研究現(xiàn)有玉米種質(zhì)資源的遺傳關(guān)系對(duì)正確認(rèn)識(shí)我國(guó)玉米種質(zhì)資源基礎(chǔ)，提高其利用效率具有重要意義。目前，采用分子標(biāo)記的方法來(lái)研究物種的親緣關(guān)系和雜種優(yōu)勢(shì)普遍存在，RFLP、RAPD、SSR、AFLP得到了廣泛的應(yīng)用。MELCHINGER 等[19]采用RFLP分子標(biāo)記的方法研究了劃分玉米雜種優(yōu)勢(shì)群的可行性。SMITH 等[18]研究了利用SSR 和RFLP 標(biāo)記對(duì)58 個(gè)玉米自交系的劃群分析，表明兩種劃分結(jié)果高度相似并且與系譜分析基本吻合。本試驗(yàn)所選用的56 條SSR 引物是經(jīng)過(guò)試驗(yàn)驗(yàn)證的，結(jié)果準(zhǔn)確可靠。通過(guò)毛細(xì)管電泳檢測(cè)的PCR 擴(kuò)增數(shù)據(jù)時(shí)可以直接讀出片段的大小，結(jié)果易于統(tǒng)計(jì)分析。

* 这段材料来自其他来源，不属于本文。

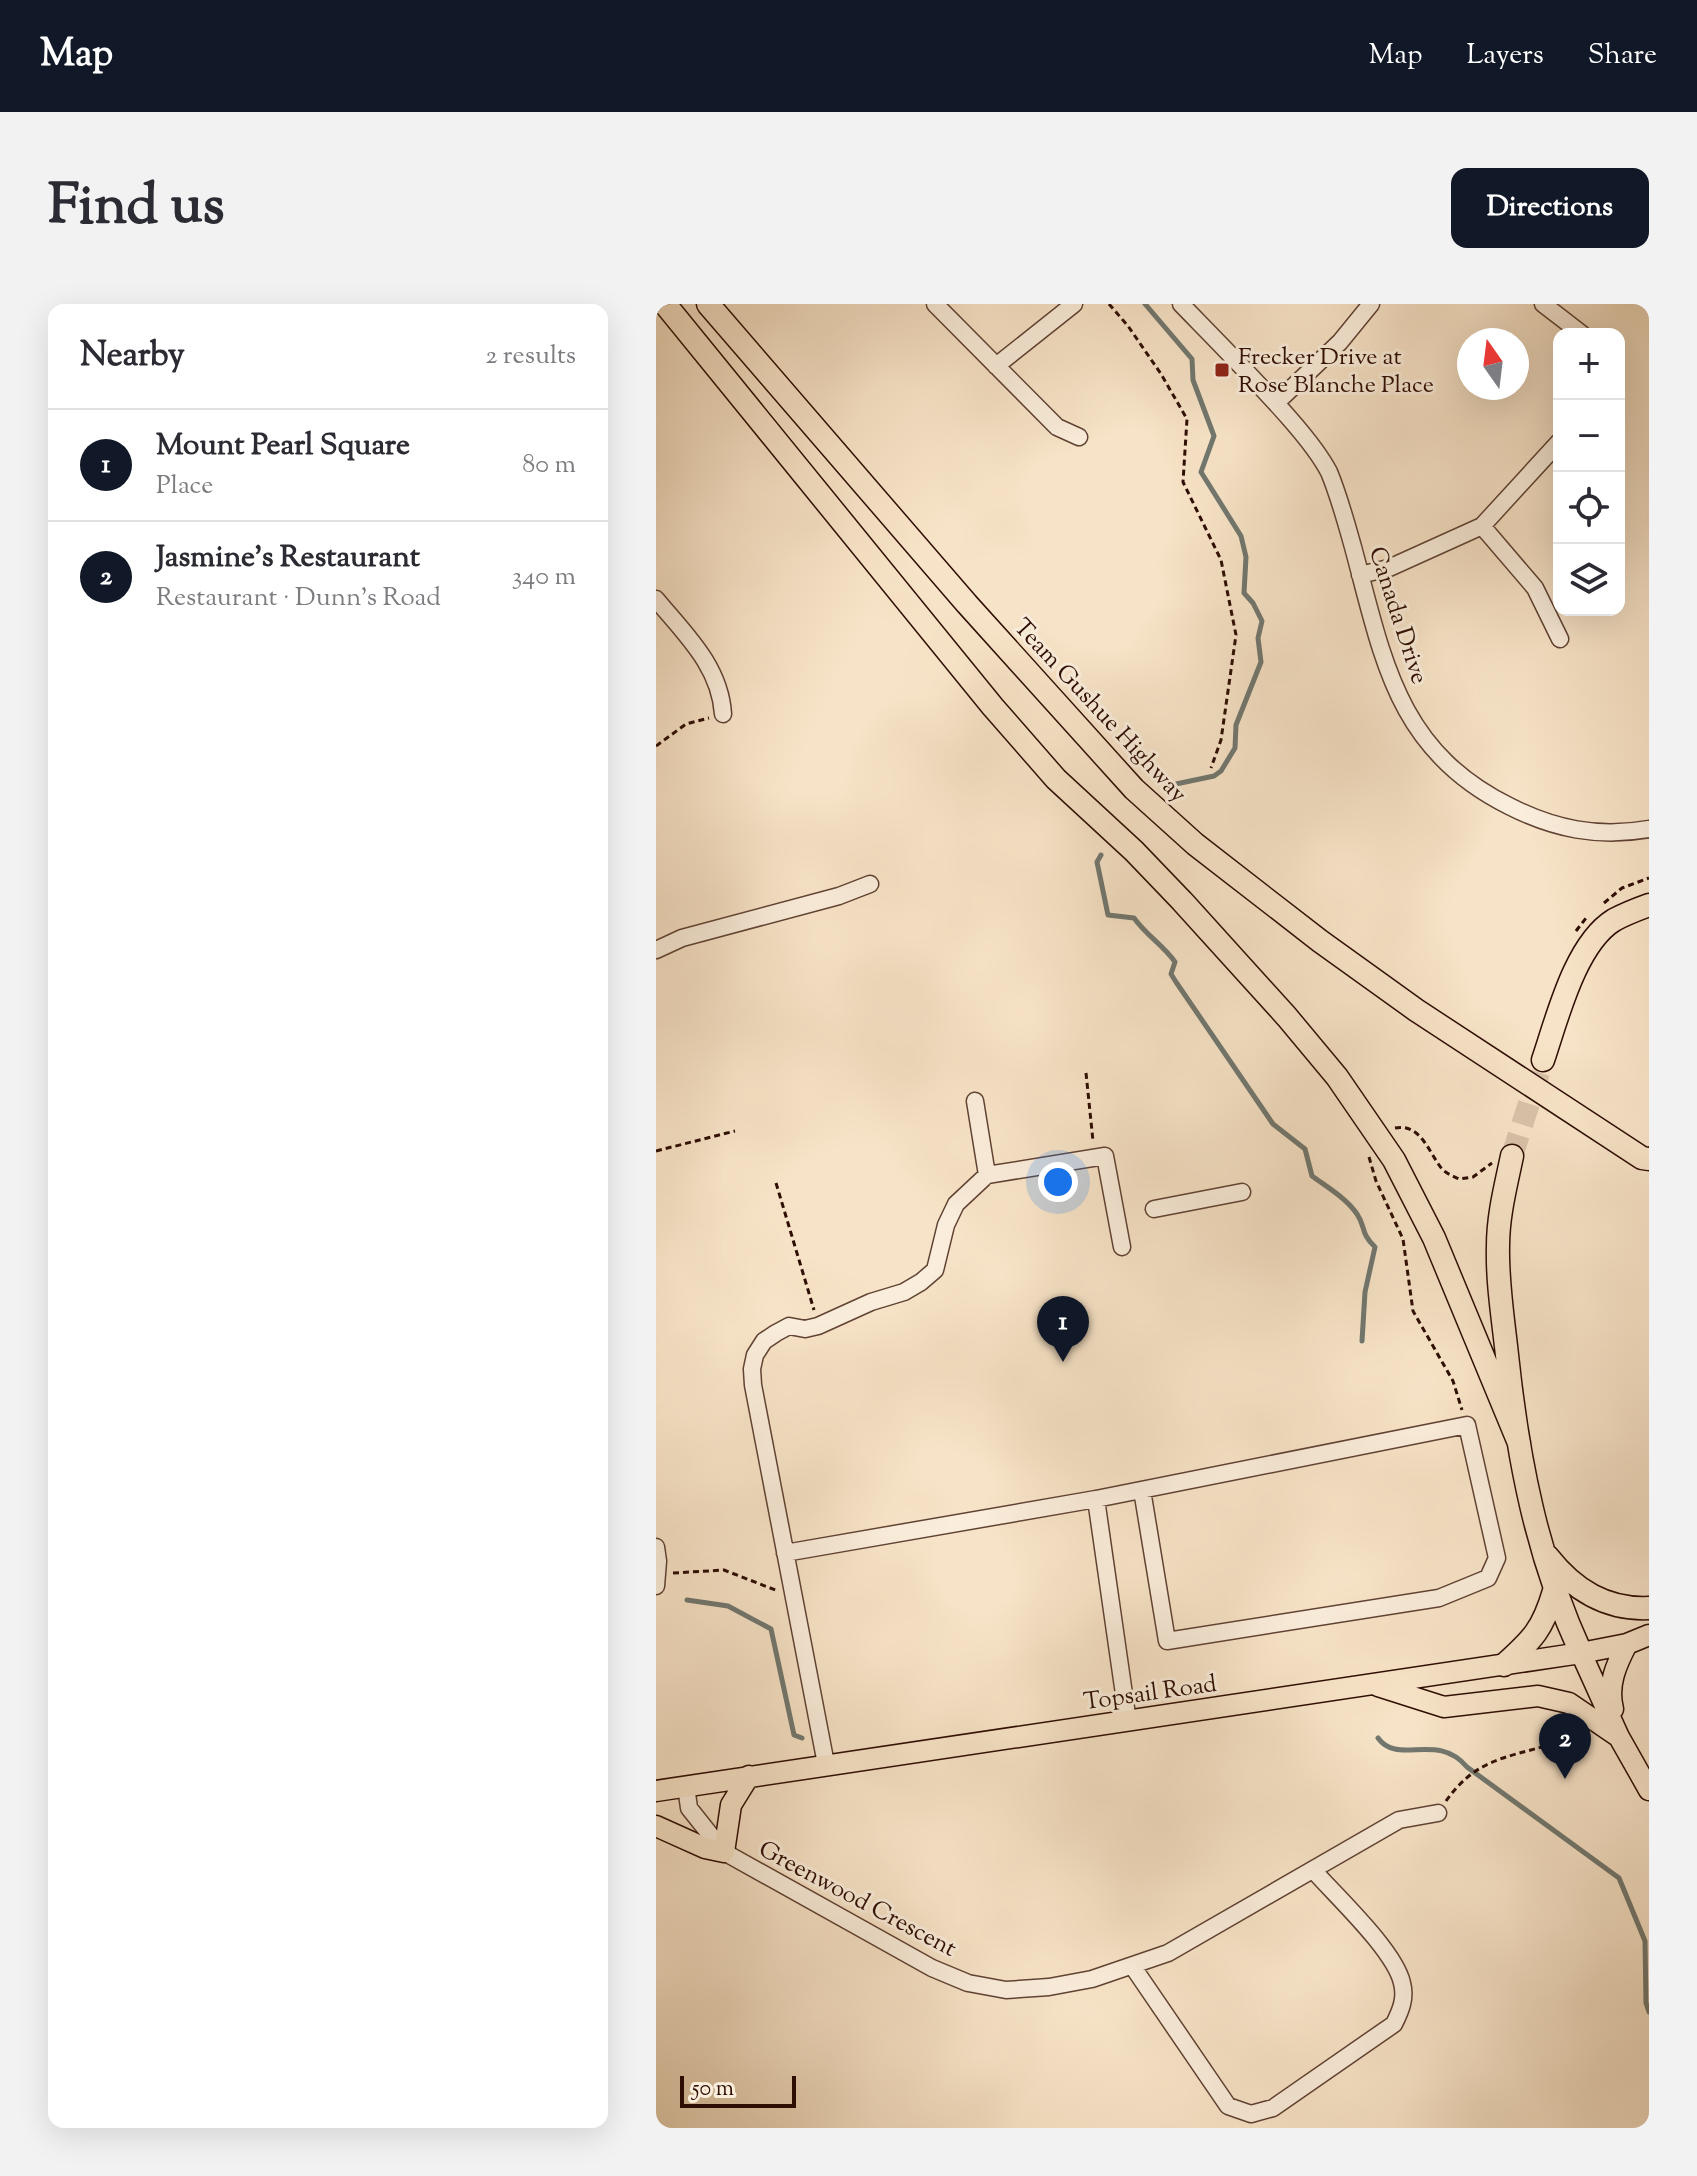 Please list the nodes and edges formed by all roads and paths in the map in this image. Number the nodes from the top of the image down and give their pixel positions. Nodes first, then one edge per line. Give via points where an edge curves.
1 (665, 304) edge
2 (708, 304) edge
3 (935, 304) edge
4 (1074, 304) edge
5 (1109, 304) edge
6 (1181, 304) edge
7 (1371, 304) edge
8 (1543, 304) edge
9 (1574, 328) edge
10 (996, 366) junction
11 (1276, 403) junction
12 (1079, 437) dead end
13 (1553, 449) edge
14 (1482, 526) junction
15 (1360, 575) junction
16 (656, 599) edge
17 (1560, 639) dead end
18 (723, 714) joint
19 (656, 746) edge
20 (1211, 768) dead end
21 (1649, 829) edge
22 (870, 884) dead end
23 (1649, 905) edge
24 (656, 950) edge
25 (1543, 1060) tunnel mouth
26 (1086, 1073) dead end
27 (975, 1101) dead end
28 (1391, 1128) dead end
29 (735, 1131) dead end
30 (1366, 1146) dead end
31 (656, 1151) edge
32 (1507, 1156) joint
33 (1095, 1157) junction
34 (1646, 1158) edge
35 (987, 1175) junction
36 (776, 1183) dead end
37 (1242, 1192) dead end
38 (1154, 1209) dead end
39 (1122, 1247) dead end
40 (815, 1313) dead end
41 (1467, 1425) junction
42 (1519, 1443) junction
43 (1142, 1490) junction
44 (1096, 1499) junction
45 (656, 1547) edge
46 (1540, 1547) junction
47 (785, 1553) junction
48 (669, 1574) dead end
49 (656, 1586) edge
50 (1554, 1591) junction
51 (794, 1600) junction
52 (1649, 1608) edge
53 (1649, 1635) edge
54 (1627, 1644) junction
55 (1581, 1653) junction
56 (1504, 1665) junction
57 (1374, 1685) junction
58 (1569, 1703) junction
59 (1128, 1722) junction
60 (1619, 1737) junction
61 (826, 1764) junction
62 (749, 1776) junction
63 (686, 1786) junction
64 (1649, 1790) edge
65 (656, 1791) edge
66 (1438, 1813) joint
67 (656, 1826) edge
68 (724, 1852) junction
69 (1314, 1871) junction
70 (1133, 1967) junction

1 - 42 highway via 993,707 1056,779 1134,851 1337,1077 1394,1160 1434,1238
2 - 34 highway, Team Gushue Highway via 1134,789 1320,941 1416,1010
3 - 10 street
4 - 10 street
5 - 20 path via 1187,419 1183,482 1221,560 1236,635 1221,740
6 - 11 street, Canada Drive
7 - 11 street
8 - 9 street
10 - 12 street via 1057,427
11 - 15 street, Canada Drive via 1328,471
13 - 14 street
14 - 15 street via 1389,568
14 - 17 street via 1535,588
15 - 21 street, Canada Drive via 1383,658 1406,713 1444,763 1483,794 1535,820 1582,832
16 - 18 street via 709,665
18 - 19 path via 686,724
22 - 24 street
23 - 25 highway via 1612,922 1590,945 1566,993
26 - 33 path
27 - 35 street
28 - 32 path via 1402,1126 1418,1135 1441,1167 1459,1179 1473,1177
29 - 31 path
30 - 41 path via 1403,1239 1413,1311 1453,1381
32 - 42 highway via 1498,1244
33 - 35 street
33 - 39 street via 1105,1156
35 - 47 street via 956,1204 935,1270 921,1282 818,1326 789,1326 764,1341 755,1355 752,1378
36 - 40 path
37 - 38 street
41 - 43 street
41 - 43 street via 1497,1558 1488,1578 1439,1598 1167,1641
42 - 46 highway
43 - 44 street
44 - 47 street
44 - 59 street
45 - 49 street
46 - 50 highway
46 - 52 highway via 1583,1592 1613,1605
47 - 51 street
48 - 51 path via 724,1570
50 - 55 highway
50 - 56 highway via 1548,1615 1534,1637
51 - 61 street
53 - 54 main road, Topsail Road
54 - 55 main road, Topsail Road
54 - 60 main road via 1612,1678 1610,1699
55 - 56 main road, Topsail Road
55 - 60 main road
56 - 57 main road, Topsail Road
57 - 58 main road via 1444,1707 1538,1696
57 - 59 main road, Topsail Road
58 - 60 main road
58 - 66 path via 1563,1725 1549,1745 1487,1762 1460,1781
59 - 61 main road, Topsail Road
60 - 64 main road
61 - 62 main road, Topsail Road
62 - 63 main road, Topsail Road
62 - 68 main road via 731,1805
63 - 65 main road, Topsail Road
63 - 68 street, Greenwood Crescent via 689,1808
66 - 69 street, Greenwood Crescent via 1399,1820
67 - 68 main road
68 - 70 street, Greenwood Crescent via 968,1983 1006,1990 1049,1987
69 - 70 street, Greenwood Crescent via 1168,1953
69 - 70 street via 1396,1964 1403,2006 1394,2024 1273,2108 1251,2114 1228,2106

本試驗(yàn)通過(guò)對(duì)42 份玉米自交系進(jìn)行分析，共檢測(cè)到284 個(gè)等位基因變異，每56 條引物的等位基因數(shù)為2～9，多態(tài)性信息量為0.43～0.86，說(shuō)明L239 等42 份材料間存在著豐富的遺傳變異，同時(shí)也說(shuō)明了本試驗(yàn)所用的56 條SSR 引物多態(tài)性高，毛細(xì)管電泳檢測(cè)分辨率高，可以準(zhǔn)確地鑒定出供試材料的遺傳關(guān)系。這也進(jìn)一步說(shuō)明SSR 分子標(biāo)記技術(shù)可以從分子水平上對(duì)系譜不清晰、血緣不明確的品種進(jìn)行劃分。

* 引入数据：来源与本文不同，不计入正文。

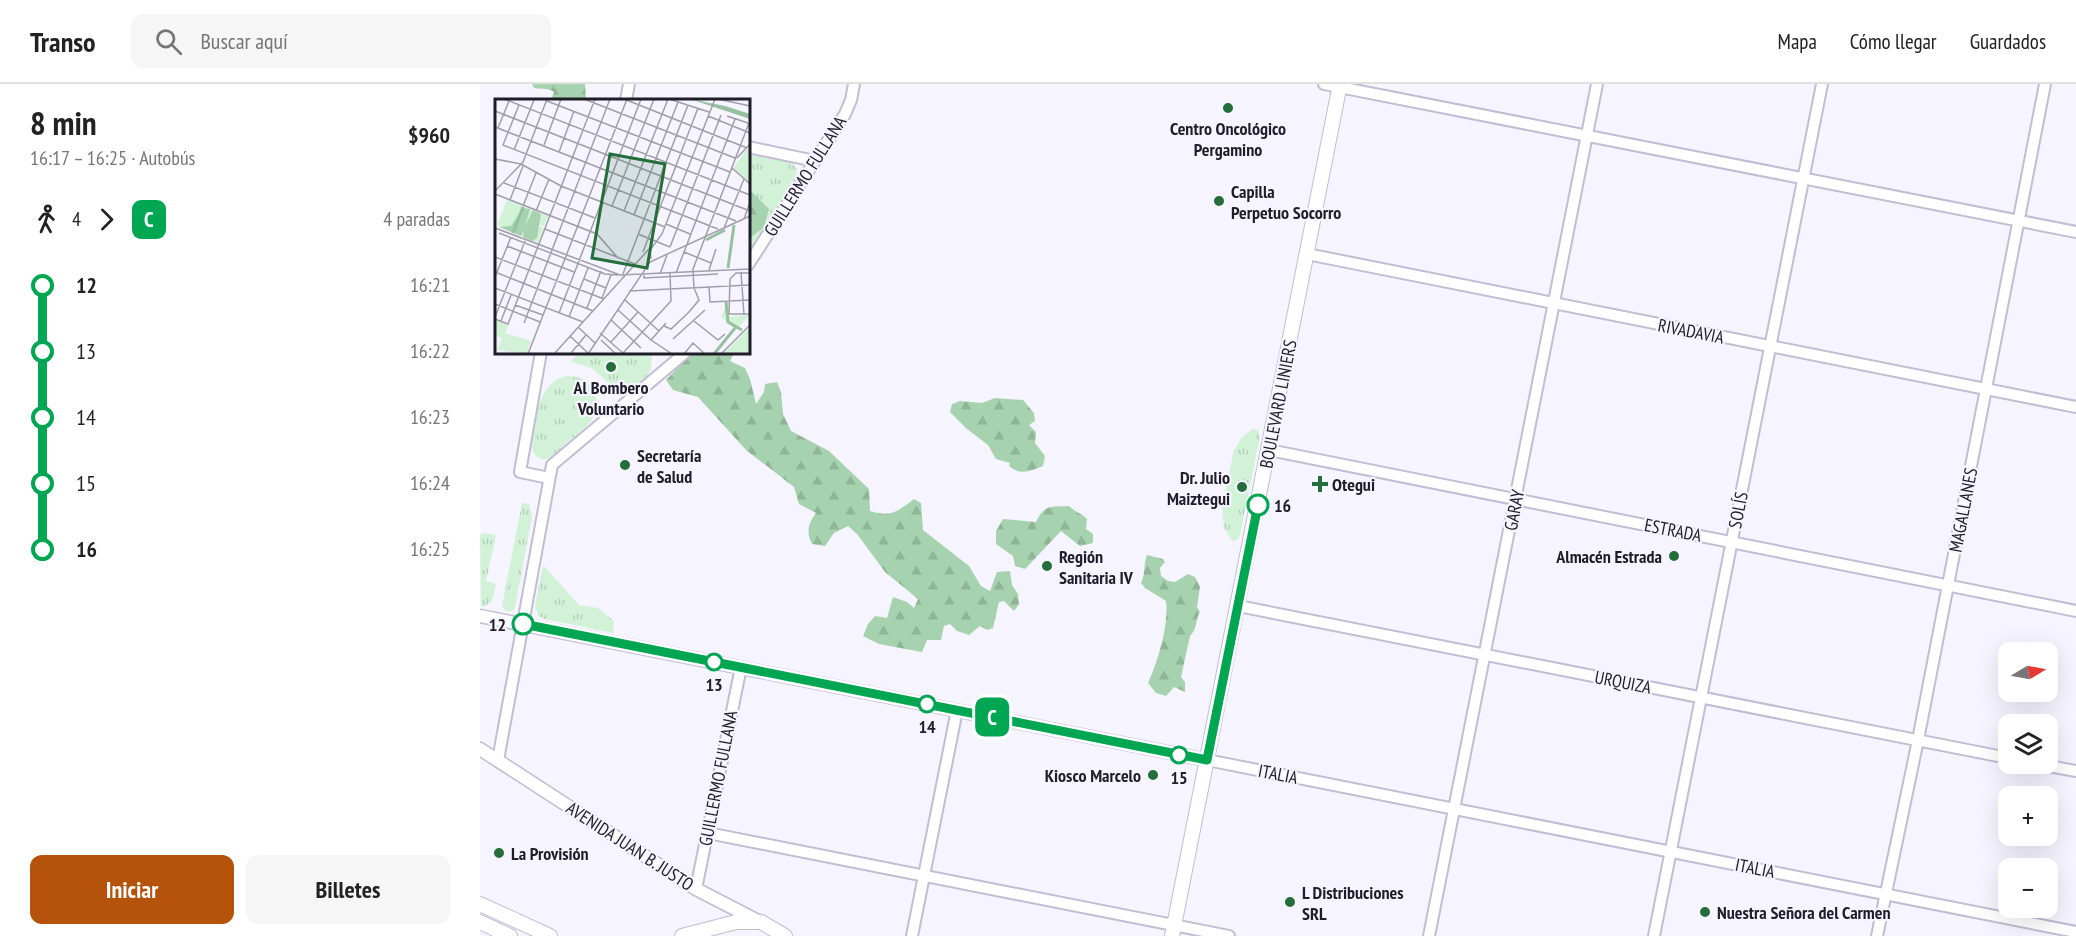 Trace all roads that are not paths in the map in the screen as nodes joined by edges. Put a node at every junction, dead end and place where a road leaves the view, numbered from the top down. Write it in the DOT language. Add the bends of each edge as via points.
graph roads {
  1 [pos="629,84"];
  2 [pos="854,84"];
  3 [pos="1324,84"];
  4 [pos="1597,84"];
  5 [pos="1822,84"];
  6 [pos="2045,84"];
  7 [pos="1340,86"];
  8 [pos="626,99"];
  9 [pos="1587,136"];
  10 [pos="750,147"];
  11 [pos="815,161"];
  12 [pos="1802,178"];
  13 [pos="2019,220"];
  14 [pos="2076,232"];
  15 [pos="1307,254"];
  16 [pos="750,262"];
  17 [pos="1555,305"];
  18 [pos="1771,346"];
  19 [pos="541,354"];
  20 [pos="674,357"];
  21 [pos="1986,389"];
  22 [pos="2076,407"];
  23 [pos="1269,450"];
  24 [pos="549,478"];
  25 [pos="1516,500"];
  26 [pos="1732,542"];
  27 [pos="1948,585"];
  28 [pos="1238,606"];
  29 [pos="2076,611"];
  30 [pos="480,616"];
  31 [pos="523,624"];
  32 [pos="1485,654"];
  33 [pos="741,667"];
  34 [pos="1701,698"];
  35 [pos="957,710"];
  36 [pos="1918,740"];
  37 [pos="480,749"];
  38 [pos="1998,756"];
  39 [pos="498,760"];
  40 [pos="1207,760"];
  41 [pos="2058,768"];
  42 [pos="2076,771"];
  43 [pos="1455,810"];
  44 [pos="708,833"];
  45 [pos="1670,852"];
  46 [pos="925,875"];
  47 [pos="696,889"];
  48 [pos="1886,894"];
  49 [pos="480,904"];
  50 [pos="480,922"];
  51 [pos="761,922"];
  52 [pos="1173,931"];
  53 [pos="2076,932"];
  54 [pos="510,936"];
  55 [pos="550,936"];
  56 [pos="682,936"];
  57 [pos="785,936"];
  58 [pos="912,936"];
  59 [pos="1229,936"];
  60 [pos="1429,936"];
  61 [pos="1654,936"];
  62 [pos="1877,936"];
  1 -- 8 [label="street"];
  2 -- 11 [label="street, GUILLERMO FULLANA" via="844,114"];
  3 -- 7 [label="street"];
  4 -- 9 [label="street, GARAY"];
  5 -- 12 [label="street, SOLÍS"];
  6 -- 13 [label="street, MAGALLANES"];
  7 -- 9 [label="street"];
  7 -- 15 [label="main road, BOULEVARD LINIERS"];
  9 -- 12 [label="street"];
  9 -- 17 [label="street, GARAY"];
  10 -- 11 [label="street"];
  11 -- 16 [label="street, GUILLERMO FULLANA"];
  12 -- 13 [label="street"];
  12 -- 18 [label="street, SOLÍS"];
  13 -- 14 [label="street"];
  13 -- 21 [label="street, MAGALLANES"];
  15 -- 17 [label="street, RIVADAVIA"];
  15 -- 23 [label="main road, BOULEVARD LINIERS"];
  17 -- 18 [label="street, RIVADAVIA"];
  17 -- 25 [label="street, GARAY"];
  18 -- 21 [label="street, RIVADAVIA"];
  18 -- 26 [label="street, SOLÍS"];
  19 -- 24 [label="street" via="520,472"];
  20 -- 24 [label="street" via="552,465"];
  21 -- 22 [label="street, RIVADAVIA"];
  21 -- 27 [label="street, MAGALLANES"];
  23 -- 25 [label="street, ESTRADA"];
  23 -- 28 [label="main road, BOULEVARD LINIERS"];
  24 -- 31 [label="street"];
  25 -- 26 [label="street, ESTRADA"];
  25 -- 32 [label="street, GARAY"];
  26 -- 27 [label="street, ESTRADA"];
  26 -- 34 [label="street, SOLÍS"];
  27 -- 29 [label="street, ESTRADA"];
  27 -- 36 [label="street, MAGALLANES"];
  28 -- 32 [label="street, URQUIZA"];
  28 -- 40 [label="main road, BOULEVARD LINIERS"];
  30 -- 31 [label="street, ITALIA"];
  31 -- 33 [label="street, ITALIA"];
  31 -- 39 [label="street"];
  32 -- 34 [label="street, URQUIZA"];
  32 -- 43 [label="street, GARAY"];
  33 -- 35 [label="street, ITALIA"];
  33 -- 44 [label="street, GUILLERMO FULLANA"];
  34 -- 36 [label="street, URQUIZA"];
  34 -- 45 [label="street, SOLÍS"];
  35 -- 40 [label="street, ITALIA"];
  35 -- 46 [label="street"];
  36 -- 38 [label="street, URQUIZA"];
  36 -- 48 [label="street, MAGALLANES"];
  37 -- 39 [label="street, AVENIDA JUAN B. JUSTO"];
  39 -- 47 [label="street, AVENIDA JUAN B. JUSTO"];
  40 -- 43 [label="street, ITALIA"];
  40 -- 52 [label="main road, BOULEVARD LINIERS"];
  41 -- 42 [label="street"];
  43 -- 45 [label="street, ITALIA"];
  43 -- 60 [label="street, GARAY"];
  44 -- 46 [label="street"];
  44 -- 47 [label="street, GUILLERMO FULLANA"];
  45 -- 48 [label="street, ITALIA"];
  45 -- 61 [label="street, SOLÍS"];
  46 -- 52 [label="street"];
  46 -- 58 [label="street"];
  47 -- 51 [label="street, AVENIDA JUAN B. JUSTO"];
  48 -- 53 [label="street, ITALIA"];
  48 -- 62 [label="street, MAGALLANES"];
  49 -- 55 [label="main road"];
  50 -- 54 [label="main road"];
  51 -- 56 [label="main road" via="736,922"];
  51 -- 57 [label="main road, AVENIDA JUAN B. JUSTO"];
  52 -- 59 [label="street"];
}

選育高配合力的雜種優(yōu)勢(shì)群，有利于提高我國(guó)玉米的產(chǎn)量。分析L239 與L7221 親緣關(guān)系有利于預(yù)測(cè)玉米的雜種優(yōu)勢(shì)，對(duì)玉米的育種有很大影響。本試驗(yàn)結(jié)果表明，L7221 主要來(lái)源于塘四平頭類群，說(shuō)明其遺傳背景豐富，不僅包括了塘四平頭類群，還含有熱帶PN 類群的遺傳背景，同時(shí)含有本土的遺傳因素。由于PN 與國(guó)內(nèi)4 大種質(zhì)都有較高的配合力，組配的雜交種具有高產(chǎn)、優(yōu)質(zhì)、根系發(fā)達(dá)、耐旱、抗倒伏等優(yōu)點(diǎn)，高抗多種病害，PN 種質(zhì)得到廣泛應(yīng)用[20]。L239 主要屬于改良Reid 群，同時(shí)融入了優(yōu)良的熱帶種質(zhì)資源的基因和本土優(yōu)良基因。L239 與L7221雜優(yōu)模式群主要為改良Reid 群×塘四平頭群。正是由于獲得的雜交種遺傳背景豐富，才使其獲得的玉米品種在黃淮海地區(qū)大面積推廣。從L239 與L7221親緣關(guān)系來(lái)看，符合黃淮海地區(qū)的主要雜種優(yōu)勢(shì)模式為改良Reid 群×塘四平頭群。雜種優(yōu)勢(shì)群的確定，有利于提高玉米雜交的效率，從而選育出高產(chǎn)的玉米品種。